Plus, I'm easily distracted. If I have a room all to myself, I can properly geek it out and ignore the distractions of being at home. If I'm in a corner of the general space I might be more social, but I'm constantly going to be distracted by being at home, and looking to just chill out on the sofa. Not conducive to being geeky.

This didn't impact me quite so much until recently: my previous two cash-money gigs were extremely laid back, and had no problems with my doing my own stuff on down-time as long as I got the job done. In addition, my jobs required me to constantly evaluate new technologies for addition to the company's recommended technology base, meaning I was being paid to play with emerging technologies. Current cash money gig? Not so much.

So when I found out that there was a desk up for rent in a shared office in Shoreditch, I went to meet the guys, and I signed up. I'll have a desk in a room with James Governor, James Stewart, and Matt Patterson. Admittedly they're there mostly during the days, and I'll mostly be there evenings (on the way home) and weekends, but I'm pretty excited about the chance to have a suitable GeekSpace where I can prevent my geek-self from intruding on my home life, and be able to geek out with others (again, previous jobs had more people conducive to doing this during business hours than the current gig). All this for less than I spend on beer in a month.

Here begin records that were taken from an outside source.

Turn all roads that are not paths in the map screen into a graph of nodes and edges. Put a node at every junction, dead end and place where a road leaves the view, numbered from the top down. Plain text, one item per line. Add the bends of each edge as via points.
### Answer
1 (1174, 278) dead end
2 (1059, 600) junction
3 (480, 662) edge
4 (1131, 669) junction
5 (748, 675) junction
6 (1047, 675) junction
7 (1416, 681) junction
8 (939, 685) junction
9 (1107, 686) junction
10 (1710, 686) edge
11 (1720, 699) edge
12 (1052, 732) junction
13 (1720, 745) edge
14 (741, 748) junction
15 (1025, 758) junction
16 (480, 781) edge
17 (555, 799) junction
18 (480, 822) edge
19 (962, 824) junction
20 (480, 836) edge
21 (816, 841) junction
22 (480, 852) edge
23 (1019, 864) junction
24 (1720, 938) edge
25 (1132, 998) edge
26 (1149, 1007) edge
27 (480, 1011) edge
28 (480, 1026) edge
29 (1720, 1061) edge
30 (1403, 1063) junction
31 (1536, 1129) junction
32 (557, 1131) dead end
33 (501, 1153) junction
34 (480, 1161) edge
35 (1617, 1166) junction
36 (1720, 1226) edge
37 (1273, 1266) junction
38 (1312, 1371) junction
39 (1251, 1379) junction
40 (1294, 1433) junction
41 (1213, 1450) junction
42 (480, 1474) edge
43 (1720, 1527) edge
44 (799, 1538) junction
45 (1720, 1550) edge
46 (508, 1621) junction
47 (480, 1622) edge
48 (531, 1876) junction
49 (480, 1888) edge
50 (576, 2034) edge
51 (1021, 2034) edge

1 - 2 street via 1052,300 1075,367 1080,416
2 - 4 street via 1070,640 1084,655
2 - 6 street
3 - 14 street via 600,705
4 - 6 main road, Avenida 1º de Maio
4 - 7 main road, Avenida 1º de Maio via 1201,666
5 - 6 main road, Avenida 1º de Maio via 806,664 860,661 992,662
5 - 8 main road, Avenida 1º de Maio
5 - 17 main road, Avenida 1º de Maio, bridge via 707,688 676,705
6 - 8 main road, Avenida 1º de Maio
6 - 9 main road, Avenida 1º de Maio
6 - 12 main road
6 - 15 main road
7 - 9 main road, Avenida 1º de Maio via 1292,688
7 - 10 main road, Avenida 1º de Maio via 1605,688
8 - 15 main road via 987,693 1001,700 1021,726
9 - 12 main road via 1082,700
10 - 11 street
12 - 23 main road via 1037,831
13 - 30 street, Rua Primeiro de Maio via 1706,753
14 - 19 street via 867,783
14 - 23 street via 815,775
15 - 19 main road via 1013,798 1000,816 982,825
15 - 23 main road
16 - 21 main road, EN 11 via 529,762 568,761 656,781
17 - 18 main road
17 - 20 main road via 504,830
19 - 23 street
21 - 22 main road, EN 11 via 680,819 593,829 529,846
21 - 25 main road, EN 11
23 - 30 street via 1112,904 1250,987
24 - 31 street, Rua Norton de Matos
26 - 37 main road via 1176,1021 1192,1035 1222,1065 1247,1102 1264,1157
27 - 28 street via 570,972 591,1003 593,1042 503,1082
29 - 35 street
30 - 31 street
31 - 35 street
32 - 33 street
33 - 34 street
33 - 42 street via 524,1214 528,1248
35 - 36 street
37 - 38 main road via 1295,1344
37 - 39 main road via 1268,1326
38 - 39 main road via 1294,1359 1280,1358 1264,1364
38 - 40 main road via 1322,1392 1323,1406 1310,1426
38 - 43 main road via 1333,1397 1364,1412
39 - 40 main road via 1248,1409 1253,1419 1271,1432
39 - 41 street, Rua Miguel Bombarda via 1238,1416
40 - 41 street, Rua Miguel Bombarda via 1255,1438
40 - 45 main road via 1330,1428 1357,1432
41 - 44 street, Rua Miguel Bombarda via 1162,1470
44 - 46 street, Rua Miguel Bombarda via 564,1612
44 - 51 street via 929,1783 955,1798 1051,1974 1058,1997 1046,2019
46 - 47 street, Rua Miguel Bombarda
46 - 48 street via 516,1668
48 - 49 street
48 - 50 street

I think this probably a pretty good model that other geeks in suitably expensive domiciles might want to follow:

  • Find a cheap room reasonably close to where you work, or in between where you work and where you live;
  • Rent the room and network access;
  • Split the costs between the lot of you.
You get the best of all worlds: a space you can geek out, and no home-life strife. What's not to like?[6]

I'll be posting more about this as I get myself fully embedded, and as I learn some good rules on combining an off-site GeekSpace with an at-home life devoid of real workstations. Consider this an experiment in work-life balance for the geek set.

Footnotes

[1]: You'd be shocked at the level of paperwork and data management even a simple zoo would need, and how little of that appears to be general enough that you can pay someone to take the burden off your hands. I'm shocked at how charities a little bigger than we are, without a software engineer available, are able to comply with the requirements.
[2]: Of course officially I have none of these. None at all. Nothing to see here; move along, move along.
[3]: Ever tried to make sure sure an Ikea desk isn't going to collapse under 2 21" CRTs? Can be quite nerve-wracking...
[4]: My personal life got very complicated when I moved here. If you don't know me personally, that's all I'm gonna say; if you do know me, you know what happened.
[5]: 750 square foot for a 2br being a luxury? Seriously? London's that crowded? I don't think so. It's more that the planning system is so insane here that once you get the chance to build anything you cram in as many units as you can in the space. For a place that isn't a concrete canyon/jungle like Manhattan, it's a bit ridiculous, really.
[6]: This isn't relevant to the Silicon Valley set of course. What self respecting Silicon Valley geek doesn't have the ability to setup a Geek Space at home? None.